• Instructions for the task
Look through the material below and give the number of lines holding "pinky", with no other words.
START Input material
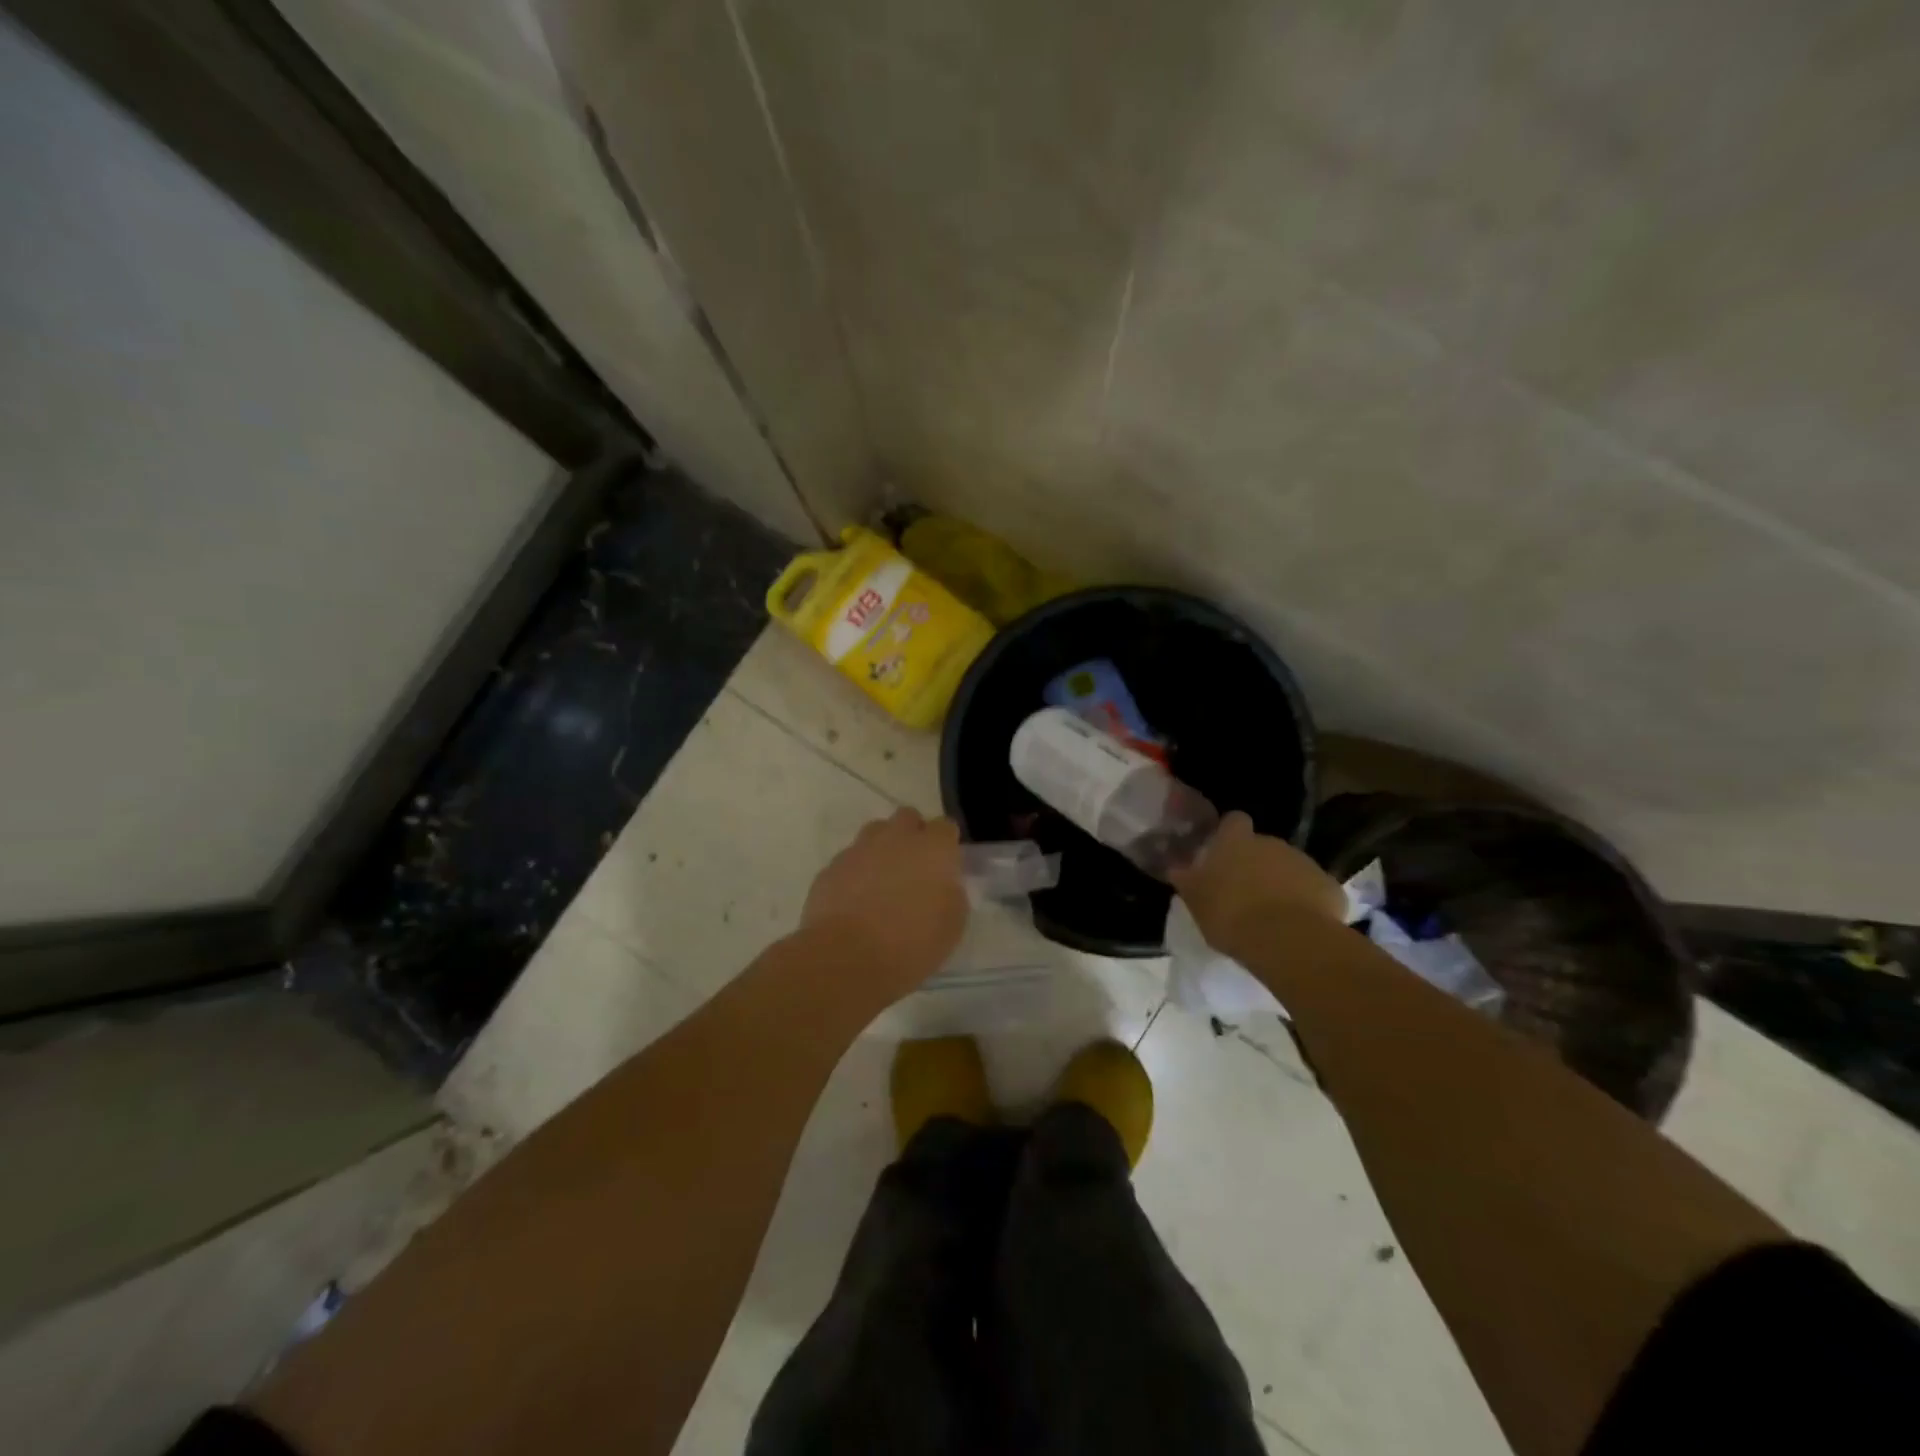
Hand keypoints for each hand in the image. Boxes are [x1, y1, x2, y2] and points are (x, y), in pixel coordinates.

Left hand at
END Input material
START Input material
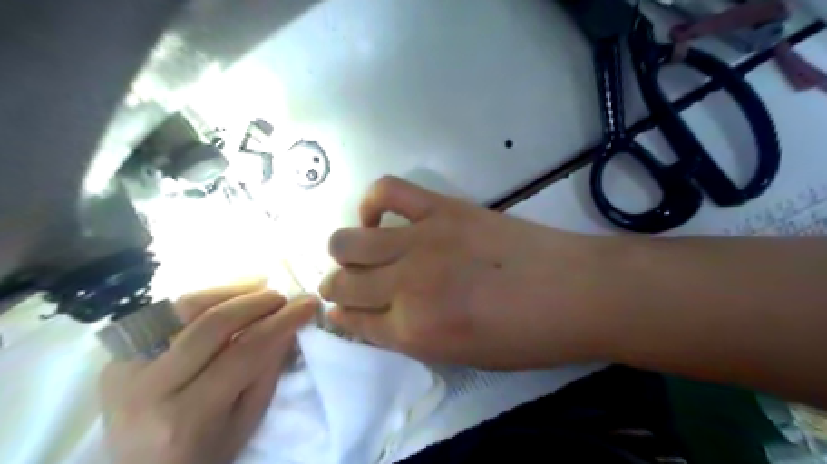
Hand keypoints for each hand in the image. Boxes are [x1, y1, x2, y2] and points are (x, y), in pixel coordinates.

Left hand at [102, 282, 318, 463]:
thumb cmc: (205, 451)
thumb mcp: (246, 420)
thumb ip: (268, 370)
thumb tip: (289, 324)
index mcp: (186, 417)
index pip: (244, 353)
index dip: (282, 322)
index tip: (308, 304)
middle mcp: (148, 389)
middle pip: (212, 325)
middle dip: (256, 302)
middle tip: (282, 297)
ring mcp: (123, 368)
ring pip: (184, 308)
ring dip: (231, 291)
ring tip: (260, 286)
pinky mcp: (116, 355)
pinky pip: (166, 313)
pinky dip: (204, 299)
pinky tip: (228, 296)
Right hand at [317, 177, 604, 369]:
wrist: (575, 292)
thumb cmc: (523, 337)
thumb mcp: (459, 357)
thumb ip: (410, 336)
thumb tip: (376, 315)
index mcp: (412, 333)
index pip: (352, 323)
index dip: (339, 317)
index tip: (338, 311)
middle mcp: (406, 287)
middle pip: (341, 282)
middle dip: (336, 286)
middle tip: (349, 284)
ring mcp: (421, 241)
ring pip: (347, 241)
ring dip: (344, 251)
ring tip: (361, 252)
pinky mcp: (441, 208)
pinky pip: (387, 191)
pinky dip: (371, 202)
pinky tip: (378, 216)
END Input material
• Response to this exercise
8